RECORDS SUPPLIED below:

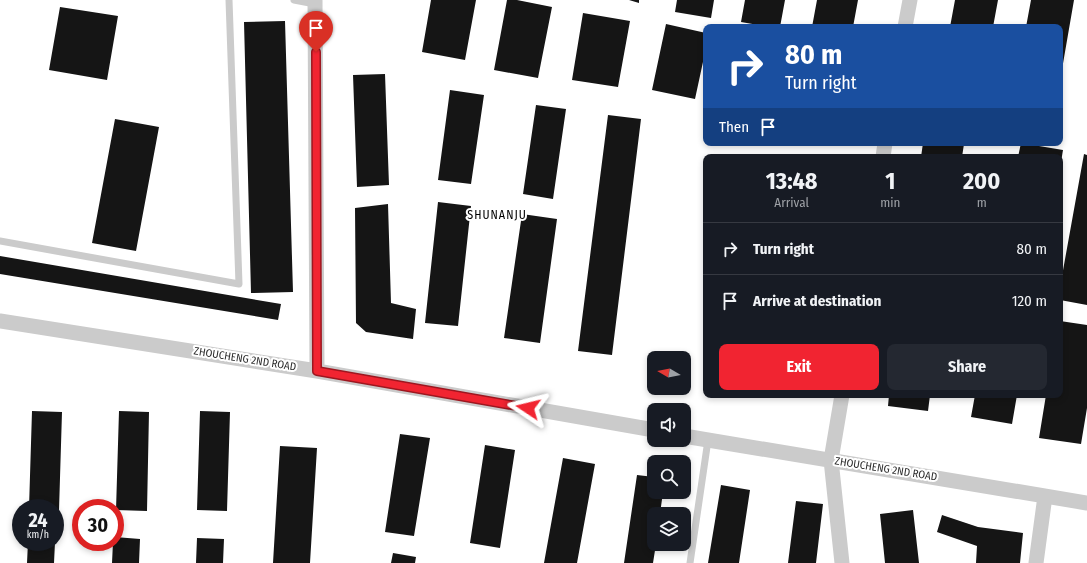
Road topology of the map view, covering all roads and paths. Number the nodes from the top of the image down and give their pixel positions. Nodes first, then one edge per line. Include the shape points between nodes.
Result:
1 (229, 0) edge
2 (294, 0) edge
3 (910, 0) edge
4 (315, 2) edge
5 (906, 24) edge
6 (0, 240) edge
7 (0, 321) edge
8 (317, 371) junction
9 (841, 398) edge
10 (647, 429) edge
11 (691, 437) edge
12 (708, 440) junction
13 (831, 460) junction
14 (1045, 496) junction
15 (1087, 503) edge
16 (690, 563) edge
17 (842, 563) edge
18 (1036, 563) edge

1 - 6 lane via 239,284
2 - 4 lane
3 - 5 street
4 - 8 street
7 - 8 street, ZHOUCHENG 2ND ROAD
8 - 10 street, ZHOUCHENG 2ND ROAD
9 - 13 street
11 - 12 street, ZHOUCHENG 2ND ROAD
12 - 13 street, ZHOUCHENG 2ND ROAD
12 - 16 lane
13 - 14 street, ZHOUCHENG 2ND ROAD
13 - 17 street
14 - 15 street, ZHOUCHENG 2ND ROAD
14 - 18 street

End of RECORDS SUPPLIED.

*TASK PROMPT*: Please print the records above once more, word for word, omitting all pictures.

*TASK RESULT*:
Road topology of the map view, covering all roads and paths. Number the nodes from the top of the image down and give their pixel positions. Nodes first, then one edge per line. Include the shape points between nodes.
Result:
1 (229, 0) edge
2 (294, 0) edge
3 (910, 0) edge
4 (315, 2) edge
5 (906, 24) edge
6 (0, 240) edge
7 (0, 321) edge
8 (317, 371) junction
9 (841, 398) edge
10 (647, 429) edge
11 (691, 437) edge
12 (708, 440) junction
13 (831, 460) junction
14 (1045, 496) junction
15 (1087, 503) edge
16 (690, 563) edge
17 (842, 563) edge
18 (1036, 563) edge

1 - 6 lane via 239,284
2 - 4 lane
3 - 5 street
4 - 8 street
7 - 8 street, ZHOUCHENG 2ND ROAD
8 - 10 street, ZHOUCHENG 2ND ROAD
9 - 13 street
11 - 12 street, ZHOUCHENG 2ND ROAD
12 - 13 street, ZHOUCHENG 2ND ROAD
12 - 16 lane
13 - 14 street, ZHOUCHENG 2ND ROAD
13 - 17 street
14 - 15 street, ZHOUCHENG 2ND ROAD
14 - 18 street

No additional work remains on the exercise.